=== Section Start ===

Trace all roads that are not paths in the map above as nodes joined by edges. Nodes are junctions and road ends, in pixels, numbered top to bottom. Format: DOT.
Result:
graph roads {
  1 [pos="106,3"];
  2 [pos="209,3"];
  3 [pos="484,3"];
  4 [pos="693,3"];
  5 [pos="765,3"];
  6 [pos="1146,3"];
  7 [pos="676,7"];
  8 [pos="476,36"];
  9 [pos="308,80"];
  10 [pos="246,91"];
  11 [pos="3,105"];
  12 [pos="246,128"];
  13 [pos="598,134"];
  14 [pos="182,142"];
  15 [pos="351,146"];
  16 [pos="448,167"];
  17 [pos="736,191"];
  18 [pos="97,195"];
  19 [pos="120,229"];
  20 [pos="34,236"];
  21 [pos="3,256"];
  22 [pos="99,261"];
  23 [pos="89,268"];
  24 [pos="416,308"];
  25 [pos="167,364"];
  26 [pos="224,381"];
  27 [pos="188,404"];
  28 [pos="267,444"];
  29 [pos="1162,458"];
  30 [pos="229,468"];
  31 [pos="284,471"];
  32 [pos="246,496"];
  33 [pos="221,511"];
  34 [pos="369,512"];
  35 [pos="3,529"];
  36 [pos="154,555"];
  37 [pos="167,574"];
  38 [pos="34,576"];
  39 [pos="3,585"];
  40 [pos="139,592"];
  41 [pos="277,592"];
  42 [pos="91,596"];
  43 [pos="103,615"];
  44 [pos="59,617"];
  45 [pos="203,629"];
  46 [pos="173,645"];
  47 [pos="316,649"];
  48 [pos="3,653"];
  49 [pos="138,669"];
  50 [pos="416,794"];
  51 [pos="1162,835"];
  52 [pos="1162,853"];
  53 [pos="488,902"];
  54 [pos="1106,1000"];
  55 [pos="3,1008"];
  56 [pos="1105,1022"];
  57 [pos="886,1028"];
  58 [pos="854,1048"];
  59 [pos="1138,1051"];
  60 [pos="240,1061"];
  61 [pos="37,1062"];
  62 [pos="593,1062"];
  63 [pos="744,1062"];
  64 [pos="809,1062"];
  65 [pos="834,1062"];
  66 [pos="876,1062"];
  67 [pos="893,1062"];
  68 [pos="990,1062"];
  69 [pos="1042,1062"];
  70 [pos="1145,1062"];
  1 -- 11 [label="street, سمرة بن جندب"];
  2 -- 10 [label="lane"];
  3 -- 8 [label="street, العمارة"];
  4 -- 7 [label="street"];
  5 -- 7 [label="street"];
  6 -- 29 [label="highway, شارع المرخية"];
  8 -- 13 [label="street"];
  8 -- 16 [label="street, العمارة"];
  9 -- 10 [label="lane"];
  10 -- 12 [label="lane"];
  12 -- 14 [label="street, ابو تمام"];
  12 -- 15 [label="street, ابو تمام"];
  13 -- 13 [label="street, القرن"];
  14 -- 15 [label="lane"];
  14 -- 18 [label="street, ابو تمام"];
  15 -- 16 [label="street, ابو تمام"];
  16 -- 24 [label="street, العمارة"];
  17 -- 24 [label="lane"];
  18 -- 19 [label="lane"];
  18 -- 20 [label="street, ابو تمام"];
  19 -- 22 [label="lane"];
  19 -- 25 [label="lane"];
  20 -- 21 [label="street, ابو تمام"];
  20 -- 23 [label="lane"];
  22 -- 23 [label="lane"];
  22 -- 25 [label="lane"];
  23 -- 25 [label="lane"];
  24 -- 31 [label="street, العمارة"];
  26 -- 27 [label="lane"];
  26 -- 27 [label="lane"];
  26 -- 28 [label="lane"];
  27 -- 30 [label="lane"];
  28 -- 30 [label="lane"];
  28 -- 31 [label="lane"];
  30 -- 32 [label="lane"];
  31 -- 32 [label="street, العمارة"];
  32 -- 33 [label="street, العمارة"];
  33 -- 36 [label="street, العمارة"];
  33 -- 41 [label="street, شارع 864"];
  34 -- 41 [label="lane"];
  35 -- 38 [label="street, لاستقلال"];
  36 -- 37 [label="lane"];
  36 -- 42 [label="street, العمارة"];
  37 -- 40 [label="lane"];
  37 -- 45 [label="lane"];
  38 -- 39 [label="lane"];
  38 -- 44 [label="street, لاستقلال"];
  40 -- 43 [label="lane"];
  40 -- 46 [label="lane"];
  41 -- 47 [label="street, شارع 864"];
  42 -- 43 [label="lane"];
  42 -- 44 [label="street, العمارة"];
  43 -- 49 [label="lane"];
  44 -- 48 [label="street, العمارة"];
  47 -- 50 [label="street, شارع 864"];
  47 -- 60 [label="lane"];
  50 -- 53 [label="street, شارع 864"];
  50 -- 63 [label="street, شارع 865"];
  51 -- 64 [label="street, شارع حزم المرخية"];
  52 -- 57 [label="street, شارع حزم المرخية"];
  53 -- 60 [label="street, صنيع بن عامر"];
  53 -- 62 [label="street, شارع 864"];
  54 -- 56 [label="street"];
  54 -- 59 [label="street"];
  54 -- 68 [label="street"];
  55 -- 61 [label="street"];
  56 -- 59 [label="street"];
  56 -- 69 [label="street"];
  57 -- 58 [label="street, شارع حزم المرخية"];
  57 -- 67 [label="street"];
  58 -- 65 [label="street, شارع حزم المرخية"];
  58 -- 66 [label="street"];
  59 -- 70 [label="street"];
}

=== Section End ===

What you are asked to do
Could you output all of the records above exactly as given?

Response below
Trace all roads that are not paths in the map above as nodes joined by edges. Nodes are junctions and road ends, in pixels, numbered top to bottom. Format: DOT.
Result:
graph roads {
  1 [pos="106,3"];
  2 [pos="209,3"];
  3 [pos="484,3"];
  4 [pos="693,3"];
  5 [pos="765,3"];
  6 [pos="1146,3"];
  7 [pos="676,7"];
  8 [pos="476,36"];
  9 [pos="308,80"];
  10 [pos="246,91"];
  11 [pos="3,105"];
  12 [pos="246,128"];
  13 [pos="598,134"];
  14 [pos="182,142"];
  15 [pos="351,146"];
  16 [pos="448,167"];
  17 [pos="736,191"];
  18 [pos="97,195"];
  19 [pos="120,229"];
  20 [pos="34,236"];
  21 [pos="3,256"];
  22 [pos="99,261"];
  23 [pos="89,268"];
  24 [pos="416,308"];
  25 [pos="167,364"];
  26 [pos="224,381"];
  27 [pos="188,404"];
  28 [pos="267,444"];
  29 [pos="1162,458"];
  30 [pos="229,468"];
  31 [pos="284,471"];
  32 [pos="246,496"];
  33 [pos="221,511"];
  34 [pos="369,512"];
  35 [pos="3,529"];
  36 [pos="154,555"];
  37 [pos="167,574"];
  38 [pos="34,576"];
  39 [pos="3,585"];
  40 [pos="139,592"];
  41 [pos="277,592"];
  42 [pos="91,596"];
  43 [pos="103,615"];
  44 [pos="59,617"];
  45 [pos="203,629"];
  46 [pos="173,645"];
  47 [pos="316,649"];
  48 [pos="3,653"];
  49 [pos="138,669"];
  50 [pos="416,794"];
  51 [pos="1162,835"];
  52 [pos="1162,853"];
  53 [pos="488,902"];
  54 [pos="1106,1000"];
  55 [pos="3,1008"];
  56 [pos="1105,1022"];
  57 [pos="886,1028"];
  58 [pos="854,1048"];
  59 [pos="1138,1051"];
  60 [pos="240,1061"];
  61 [pos="37,1062"];
  62 [pos="593,1062"];
  63 [pos="744,1062"];
  64 [pos="809,1062"];
  65 [pos="834,1062"];
  66 [pos="876,1062"];
  67 [pos="893,1062"];
  68 [pos="990,1062"];
  69 [pos="1042,1062"];
  70 [pos="1145,1062"];
  1 -- 11 [label="street, سمرة بن جندب"];
  2 -- 10 [label="lane"];
  3 -- 8 [label="street, العمارة"];
  4 -- 7 [label="street"];
  5 -- 7 [label="street"];
  6 -- 29 [label="highway, شارع المرخية"];
  8 -- 13 [label="street"];
  8 -- 16 [label="street, العمارة"];
  9 -- 10 [label="lane"];
  10 -- 12 [label="lane"];
  12 -- 14 [label="street, ابو تمام"];
  12 -- 15 [label="street, ابو تمام"];
  13 -- 13 [label="street, القرن"];
  14 -- 15 [label="lane"];
  14 -- 18 [label="street, ابو تمام"];
  15 -- 16 [label="street, ابو تمام"];
  16 -- 24 [label="street, العمارة"];
  17 -- 24 [label="lane"];
  18 -- 19 [label="lane"];
  18 -- 20 [label="street, ابو تمام"];
  19 -- 22 [label="lane"];
  19 -- 25 [label="lane"];
  20 -- 21 [label="street, ابو تمام"];
  20 -- 23 [label="lane"];
  22 -- 23 [label="lane"];
  22 -- 25 [label="lane"];
  23 -- 25 [label="lane"];
  24 -- 31 [label="street, العمارة"];
  26 -- 27 [label="lane"];
  26 -- 27 [label="lane"];
  26 -- 28 [label="lane"];
  27 -- 30 [label="lane"];
  28 -- 30 [label="lane"];
  28 -- 31 [label="lane"];
  30 -- 32 [label="lane"];
  31 -- 32 [label="street, العمارة"];
  32 -- 33 [label="street, العمارة"];
  33 -- 36 [label="street, العمارة"];
  33 -- 41 [label="street, شارع 864"];
  34 -- 41 [label="lane"];
  35 -- 38 [label="street, لاستقلال"];
  36 -- 37 [label="lane"];
  36 -- 42 [label="street, العمارة"];
  37 -- 40 [label="lane"];
  37 -- 45 [label="lane"];
  38 -- 39 [label="lane"];
  38 -- 44 [label="street, لاستقلال"];
  40 -- 43 [label="lane"];
  40 -- 46 [label="lane"];
  41 -- 47 [label="street, شارع 864"];
  42 -- 43 [label="lane"];
  42 -- 44 [label="street, العمارة"];
  43 -- 49 [label="lane"];
  44 -- 48 [label="street, العمارة"];
  47 -- 50 [label="street, شارع 864"];
  47 -- 60 [label="lane"];
  50 -- 53 [label="street, شارع 864"];
  50 -- 63 [label="street, شارع 865"];
  51 -- 64 [label="street, شارع حزم المرخية"];
  52 -- 57 [label="street, شارع حزم المرخية"];
  53 -- 60 [label="street, صنيع بن عامر"];
  53 -- 62 [label="street, شارع 864"];
  54 -- 56 [label="street"];
  54 -- 59 [label="street"];
  54 -- 68 [label="street"];
  55 -- 61 [label="street"];
  56 -- 59 [label="street"];
  56 -- 69 [label="street"];
  57 -- 58 [label="street, شارع حزم المرخية"];
  57 -- 67 [label="street"];
  58 -- 65 [label="street, شارع حزم المرخية"];
  58 -- 66 [label="street"];
  59 -- 70 [label="street"];
}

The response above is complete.